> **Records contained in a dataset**
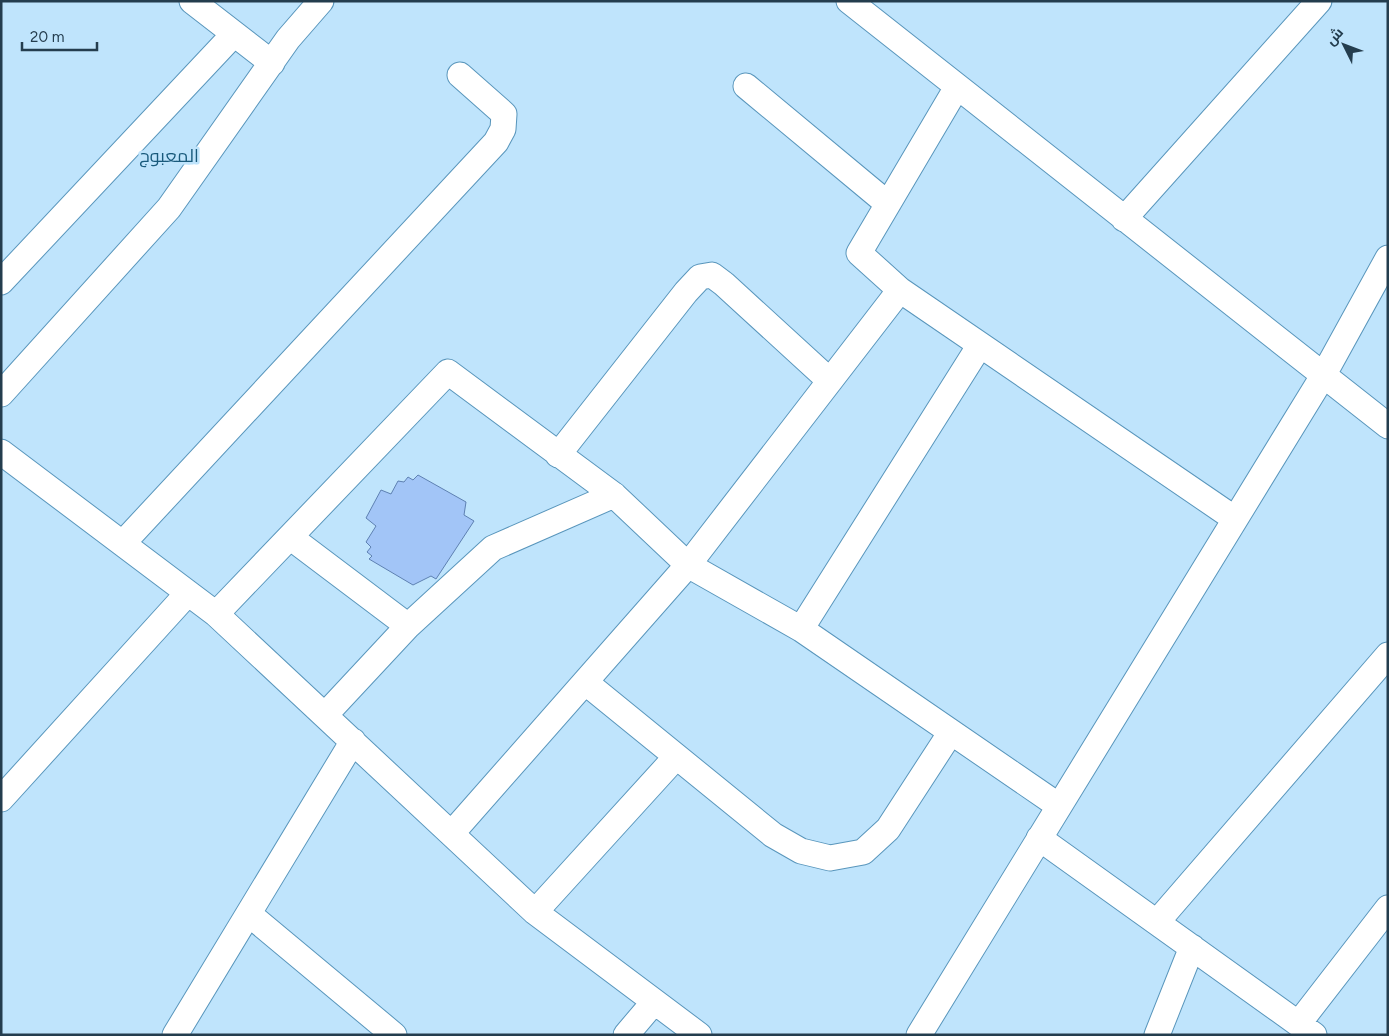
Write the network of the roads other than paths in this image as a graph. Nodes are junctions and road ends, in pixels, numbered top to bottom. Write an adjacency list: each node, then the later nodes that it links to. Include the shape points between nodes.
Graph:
1 (192, 1): 5 (street)
2 (321, 1): 6 (street)
3 (849, 1): 9 (street)
4 (1319, 1): 11 (street)
5 (234, 34): 6 (street); 13 (street)
6 (272, 63): 18 (street, via 169,208)
7 (460, 75): 25 (street, via 504,114 503,129 496,142)
8 (746, 86): 10 (street)
9 (957, 87): 10 (street); 11 (street)
10 (888, 204): 14 (street, via 859,253)
11 (1124, 219): 16 (street)
12 (1388, 258): 16 (street)
13 (1, 282)
14 (900, 290): 15 (street); 17 (street)
15 (980, 345): 23 (street); 30 (street)
16 (1323, 376): 19 (street); 23 (street)
17 (830, 381): 21 (street, via 724,284 712,275 700,277); 26 (street)
18 (1, 394)
19 (1388, 426)
20 (1, 452): 25 (street)
21 (558, 454): 22 (street); 24 (street, via 448,372)
22 (614, 495): 26 (street); 29 (street, via 492,548)
23 (1235, 519): 38 (street)
24 (290, 537): 28 (street); 29 (street)
25 (123, 543): 27 (street)
26 (688, 566): 30 (street); 32 (street)
27 (188, 593): 28 (street); 37 (street)
28 (216, 614): 33 (street)
29 (408, 626): 33 (street)
30 (801, 629): 34 (street)
31 (1387, 658): 44 (street)
32 (585, 682): 36 (street); 39 (street)
33 (325, 715): 35 (street)
34 (951, 732): 36 (street, via 888,829 863,852 830,858 801,851 773,836); 38 (street)
35 (353, 741): 39 (street); 43 (street)
36 (676, 757): 42 (street)
37 (1, 799)
38 (1059, 806): 40 (street)
39 (452, 833): 42 (street)
40 (1039, 838): 44 (street); 52 (street)
41 (1388, 908): 47 (street)
42 (535, 912): 46 (street)
43 (248, 914): 48 (street); 49 (street)
44 (1157, 922): 45 (street)
45 (1192, 947): 47 (street); 53 (street)
46 (654, 1002): 50 (street); 51 (street)
47 (1307, 1029)
48 (175, 1035)
49 (394, 1035)
50 (626, 1035)
51 (700, 1035)
52 (919, 1035)
53 (1158, 1035)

> **Task requirements**
Every line of the data should be transcribed exactly. Omit the images.

> **Task result**
Write the network of the roads other than paths in this image as a graph. Nodes are junctions and road ends, in pixels, numbered top to bottom. Write an adjacency list: each node, then the later nodes that it links to. Include the shape points between nodes.
Graph:
1 (192, 1): 5 (street)
2 (321, 1): 6 (street)
3 (849, 1): 9 (street)
4 (1319, 1): 11 (street)
5 (234, 34): 6 (street); 13 (street)
6 (272, 63): 18 (street, via 169,208)
7 (460, 75): 25 (street, via 504,114 503,129 496,142)
8 (746, 86): 10 (street)
9 (957, 87): 10 (street); 11 (street)
10 (888, 204): 14 (street, via 859,253)
11 (1124, 219): 16 (street)
12 (1388, 258): 16 (street)
13 (1, 282)
14 (900, 290): 15 (street); 17 (street)
15 (980, 345): 23 (street); 30 (street)
16 (1323, 376): 19 (street); 23 (street)
17 (830, 381): 21 (street, via 724,284 712,275 700,277); 26 (street)
18 (1, 394)
19 (1388, 426)
20 (1, 452): 25 (street)
21 (558, 454): 22 (street); 24 (street, via 448,372)
22 (614, 495): 26 (street); 29 (street, via 492,548)
23 (1235, 519): 38 (street)
24 (290, 537): 28 (street); 29 (street)
25 (123, 543): 27 (street)
26 (688, 566): 30 (street); 32 (street)
27 (188, 593): 28 (street); 37 (street)
28 (216, 614): 33 (street)
29 (408, 626): 33 (street)
30 (801, 629): 34 (street)
31 (1387, 658): 44 (street)
32 (585, 682): 36 (street); 39 (street)
33 (325, 715): 35 (street)
34 (951, 732): 36 (street, via 888,829 863,852 830,858 801,851 773,836); 38 (street)
35 (353, 741): 39 (street); 43 (street)
36 (676, 757): 42 (street)
37 (1, 799)
38 (1059, 806): 40 (street)
39 (452, 833): 42 (street)
40 (1039, 838): 44 (street); 52 (street)
41 (1388, 908): 47 (street)
42 (535, 912): 46 (street)
43 (248, 914): 48 (street); 49 (street)
44 (1157, 922): 45 (street)
45 (1192, 947): 47 (street); 53 (street)
46 (654, 1002): 50 (street); 51 (street)
47 (1307, 1029)
48 (175, 1035)
49 (394, 1035)
50 (626, 1035)
51 (700, 1035)
52 (919, 1035)
53 (1158, 1035)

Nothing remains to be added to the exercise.